The Attractor Mechanism in Five Dimensions
Finn Larsen
TL;DR
This work provides a pedagogical account of the attractor mechanism in five-dimensional $N=2$ supergravity arising from M-theory on Calabi–Yau three-folds, emphasizing real special geometry and its role in fixing moduli at black hole horizons. It derives both central-charge–driven gradient flows and explicit attractor formulas for spherically symmetric BPS black holes, relating horizon values of the moduli to electric charges and presenting the entropy in terms of a cubic invariant of the charges.
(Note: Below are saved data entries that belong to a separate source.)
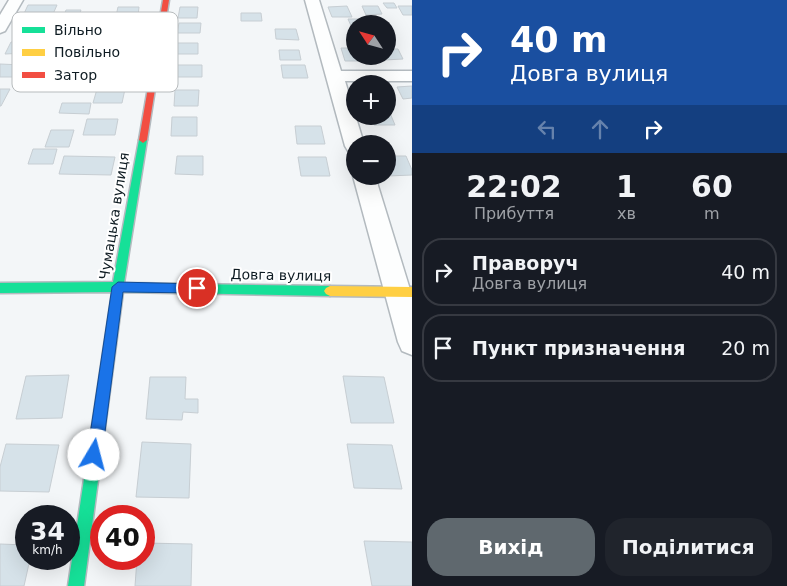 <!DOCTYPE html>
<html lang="uk">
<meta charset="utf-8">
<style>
:root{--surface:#171b24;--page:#20242c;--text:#f1f3f6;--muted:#9ea1a6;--line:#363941;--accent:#5f686e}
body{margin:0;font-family:"DejaVu Sans",sans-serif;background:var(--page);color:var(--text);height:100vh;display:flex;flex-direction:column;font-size:19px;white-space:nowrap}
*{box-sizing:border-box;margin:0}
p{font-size:16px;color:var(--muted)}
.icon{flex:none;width:28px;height:28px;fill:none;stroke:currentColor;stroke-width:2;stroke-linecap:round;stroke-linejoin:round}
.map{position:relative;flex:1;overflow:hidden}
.panel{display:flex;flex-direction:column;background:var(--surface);width:375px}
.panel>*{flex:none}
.hud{background:#1a4fa0;color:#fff;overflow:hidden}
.needle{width:32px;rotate:306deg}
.controls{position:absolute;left:346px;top:15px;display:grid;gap:10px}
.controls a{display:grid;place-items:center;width:50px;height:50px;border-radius:50%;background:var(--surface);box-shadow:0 5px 20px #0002;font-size:25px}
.speed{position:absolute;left:15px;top:505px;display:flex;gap:10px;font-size:25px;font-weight:700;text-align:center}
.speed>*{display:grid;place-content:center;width:65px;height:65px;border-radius:50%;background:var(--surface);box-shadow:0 5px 20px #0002;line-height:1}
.speed small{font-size:12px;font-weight:400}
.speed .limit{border:8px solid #d22;background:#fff;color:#111}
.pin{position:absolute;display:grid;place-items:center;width:42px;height:42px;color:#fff;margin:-21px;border:2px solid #fff;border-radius:50%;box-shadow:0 1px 5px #0007}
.me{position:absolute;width:55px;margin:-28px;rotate:8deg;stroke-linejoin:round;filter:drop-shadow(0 0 4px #0008)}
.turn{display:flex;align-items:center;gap:18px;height:105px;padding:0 15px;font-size:22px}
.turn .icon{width:65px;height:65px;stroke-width:2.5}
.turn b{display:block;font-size:35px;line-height:42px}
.lanes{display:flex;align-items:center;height:48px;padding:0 15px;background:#0003;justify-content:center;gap:25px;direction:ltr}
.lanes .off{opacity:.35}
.eta{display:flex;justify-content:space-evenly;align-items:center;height:85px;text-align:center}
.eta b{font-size:30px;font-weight:600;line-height:35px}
.cta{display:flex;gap:10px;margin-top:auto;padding:10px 15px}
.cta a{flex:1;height:58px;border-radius:20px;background:var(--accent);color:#fff;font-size:20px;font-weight:600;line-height:58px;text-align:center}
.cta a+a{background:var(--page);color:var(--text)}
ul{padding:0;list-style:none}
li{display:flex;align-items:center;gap:15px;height:68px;margin:0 10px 8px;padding:0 5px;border:2px solid var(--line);border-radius:20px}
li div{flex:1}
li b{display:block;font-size:19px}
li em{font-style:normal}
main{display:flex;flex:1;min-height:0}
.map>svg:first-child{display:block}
.building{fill:#d6e2e9;stroke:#c7ced3}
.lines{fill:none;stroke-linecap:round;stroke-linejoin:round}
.street-casing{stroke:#b3babf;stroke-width:3}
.fast-casing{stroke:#b3babf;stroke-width:3}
.slow-casing{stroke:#b3babf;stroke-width:3}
.jam-casing{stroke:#b3babf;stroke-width:3}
.street{fill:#fdfefe;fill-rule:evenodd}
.fast{fill:#16e098;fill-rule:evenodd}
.slow{fill:#ffcf43;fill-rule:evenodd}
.jam{fill:#f24e42;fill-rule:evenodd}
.route{fill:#1a73e8;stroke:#114b97}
.labels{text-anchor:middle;stroke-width:4;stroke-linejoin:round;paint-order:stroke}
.street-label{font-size:14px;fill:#0f1c23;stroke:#fff}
.key{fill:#fff;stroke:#b7bbbd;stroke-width:1}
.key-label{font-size:14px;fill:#0f1c23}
</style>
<main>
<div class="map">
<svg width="412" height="586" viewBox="0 0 412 586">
<rect width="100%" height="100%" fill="#f3f6f8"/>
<g class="building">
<path d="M383,3H394L397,8H387Z"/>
<path d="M28,5H57L53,14H44L41,20H21Z"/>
<path d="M347,6L352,17H332L328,7Z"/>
<path d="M362,6H378L382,14L366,15Z"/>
<path d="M398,6H412V15H403Z"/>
<path d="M118,7H139L138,16H116Z"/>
<path d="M180,7H198L197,18H178Z"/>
<path d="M66,10H81L78,18H63Z"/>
<path d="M241,13H261L262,21H241Z"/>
<path d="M348,19H363L365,24H355V28H352Z"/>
<path d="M179,23H201L200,33H177Z"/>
<path d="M275,29H296L299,40L276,39Z"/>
<path d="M11,42H32L27,53L5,54Z"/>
<path d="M176,43H198V54H175Z"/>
<path d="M341,48H355V56H367L370,61H345Z"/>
<path d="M388,49H398L403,59L384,60L383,56H388Z"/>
<path d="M279,50H299L301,60H280Z"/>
<path d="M0,64L23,65L18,77H0Z"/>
<path d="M174,65H202V77H172Z"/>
<path d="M281,65H305L308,78H283Z"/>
<path d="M412,86V98L403,99L397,87Z"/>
<path d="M0,89H10L1,106H0Z"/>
<path d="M97,89H125L122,103H93Z"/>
<path d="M175,90H199L198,106H174Z"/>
<path d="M62,103H91L89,114L59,113Z"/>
<path d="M388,113H390L395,125H374L370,116H388Z"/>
<path d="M172,117H197V136H171Z"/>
<path d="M87,119H118L115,135H83Z"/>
<path d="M295,126H321L325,144H297Z"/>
<path d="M51,130H74L69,147H45Z"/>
<path d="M33,149H57L53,164H28Z"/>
<path d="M64,156L115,157L111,175L59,174Z"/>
<path d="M177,156H203V175L175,174Z"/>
<path d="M388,156H406L412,170V175L388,176Z"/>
<path d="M298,157H326L330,176H301Z"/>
<path d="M69,375L62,418L16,419L26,376Z"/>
<path d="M343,376L384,377L394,423H351Z"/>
<path d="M150,377H186L185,399H198V413L183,412L182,420L146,419Z"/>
<path d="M142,442L191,444L189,498L136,497Z"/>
<path d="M6,444L59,445L49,492L0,491V467Z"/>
<path d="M347,444L392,445L402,489L354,488Z"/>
<path d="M364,541L412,542V586H372Z"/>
<path d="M144,543L192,544L191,586H135L137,559H144Z"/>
<path d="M0,544L26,545V559H30L24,586H0Z"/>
</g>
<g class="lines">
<defs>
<g id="street">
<path d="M9,0H23L5,31L0,33V15Z"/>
<path d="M305,0H319L341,71H412V81H345L364,144H355V152L348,151L345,146Z"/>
<path d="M355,173V176H375L412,296V355L402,351L398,342L353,176Z"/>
</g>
<path id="fast" d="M143,137L147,140L124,283L330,286L334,288L336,291L334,294L330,296L123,292L84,586H68L112,292L0,293V283L113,282L139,140Z"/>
<path id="slow" d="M330,286L412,287V297L330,296L326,294L324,291L326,288Z"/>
<path id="jam" d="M163,0H169L147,140L143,143L139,140Z"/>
</defs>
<use href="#street" class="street-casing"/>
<use href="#fast" class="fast-casing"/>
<use href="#slow" class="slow-casing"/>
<use href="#jam" class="jam-casing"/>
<use href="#street" class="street"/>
<use href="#fast" class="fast"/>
<use href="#slow" class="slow"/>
<use href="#jam" class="jam"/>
</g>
<path class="route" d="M118,282L197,284L203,288L197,293L123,292L102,455L100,460L94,462L89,460L87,455L112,287Z"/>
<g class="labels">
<g class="street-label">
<text transform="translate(114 216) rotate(-81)" y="5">Чумацька вулиця</text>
<text transform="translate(281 275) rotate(1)" y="5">Довга вулиця</text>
</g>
</g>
<rect x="12" y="12" width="166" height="80" rx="8" class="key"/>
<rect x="22" y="27" width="23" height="6" fill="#16e098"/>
<rect x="22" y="49" width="23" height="7" fill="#ffcf43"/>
<rect x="22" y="72" width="23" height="6" fill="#f24e42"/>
<g class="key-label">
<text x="54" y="35">Вільно</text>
<text x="54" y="57">Повільно</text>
<text x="54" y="80">Затор</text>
</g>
</svg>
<div class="controls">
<a><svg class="needle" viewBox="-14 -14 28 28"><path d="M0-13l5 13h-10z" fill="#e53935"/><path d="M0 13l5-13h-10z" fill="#9ea1a6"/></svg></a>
<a>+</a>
<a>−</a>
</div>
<div class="speed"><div>34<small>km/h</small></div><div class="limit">40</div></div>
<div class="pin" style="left:197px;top:288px;background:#d93025"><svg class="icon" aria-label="arrive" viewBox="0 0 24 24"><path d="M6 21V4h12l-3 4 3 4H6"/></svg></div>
<svg class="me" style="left:94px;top:455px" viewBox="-20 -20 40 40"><circle r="19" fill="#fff"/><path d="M0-13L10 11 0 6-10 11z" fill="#1a73e8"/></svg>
</div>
<section class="panel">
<div class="hud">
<div class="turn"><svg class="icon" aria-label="right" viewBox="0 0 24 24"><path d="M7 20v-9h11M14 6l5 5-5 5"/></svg><div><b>40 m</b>Довга вулиця</div></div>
<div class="lanes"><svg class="icon off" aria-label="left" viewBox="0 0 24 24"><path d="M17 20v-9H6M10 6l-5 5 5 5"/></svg><svg class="icon off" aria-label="ahead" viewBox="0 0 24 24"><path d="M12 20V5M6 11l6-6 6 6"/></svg><svg class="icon" aria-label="right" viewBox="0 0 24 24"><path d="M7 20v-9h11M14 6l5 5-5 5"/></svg></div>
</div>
<div class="eta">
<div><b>22:02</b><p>Прибуття</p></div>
<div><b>1</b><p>хв</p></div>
<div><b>60</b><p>m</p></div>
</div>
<ul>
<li><svg class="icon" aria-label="right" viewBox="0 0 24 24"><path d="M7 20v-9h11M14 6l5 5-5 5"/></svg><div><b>Праворуч</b><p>Довга вулиця</p></div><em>40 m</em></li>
<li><svg class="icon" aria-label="arrive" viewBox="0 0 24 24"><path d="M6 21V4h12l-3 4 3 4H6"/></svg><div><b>Пункт призначення</b></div><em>20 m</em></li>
</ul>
<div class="cta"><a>Вихід</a><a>Поділитися</a></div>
</section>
</main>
The text then extends the mechanism to non-spherical, supersymmetric configurations including black rings, black strings, and multi-center solutions, highlighting the appearance of magnetic charges via dipoles and the associated near-horizon geometries ($AdS_2\times S^3$ for holes, $AdS_3\times S^2$ for rings) and supersymmetry enhancement. An alternative extremization viewpoint is developed, showing how the attractor values can follow from minimizing an effective potential or entropy-like functionals, and discussing the connections to thermodynamics and split attractor flows. Collectively, these results illuminate how horizon data in diverse extremal configurations are governed by extremization principles tied to the central charges and geometric invariants, with implications for microphysical interpretations and black object thermodynamics.
Abstract
We give a pedagogical introduction to the attractor mechanism. We begin by developing the formalism for the simplest example of spherically symmetric black holes in five dimensions which preserve supersymmetry. We then discuss the refinements needed when spherical symmetry is relaxed. This is motivated by rotating black holes and, especially, black rings. An introduction to non-BPS attractors is included, as is a discussion of thermodynamic interpretations of the attractor mechanism.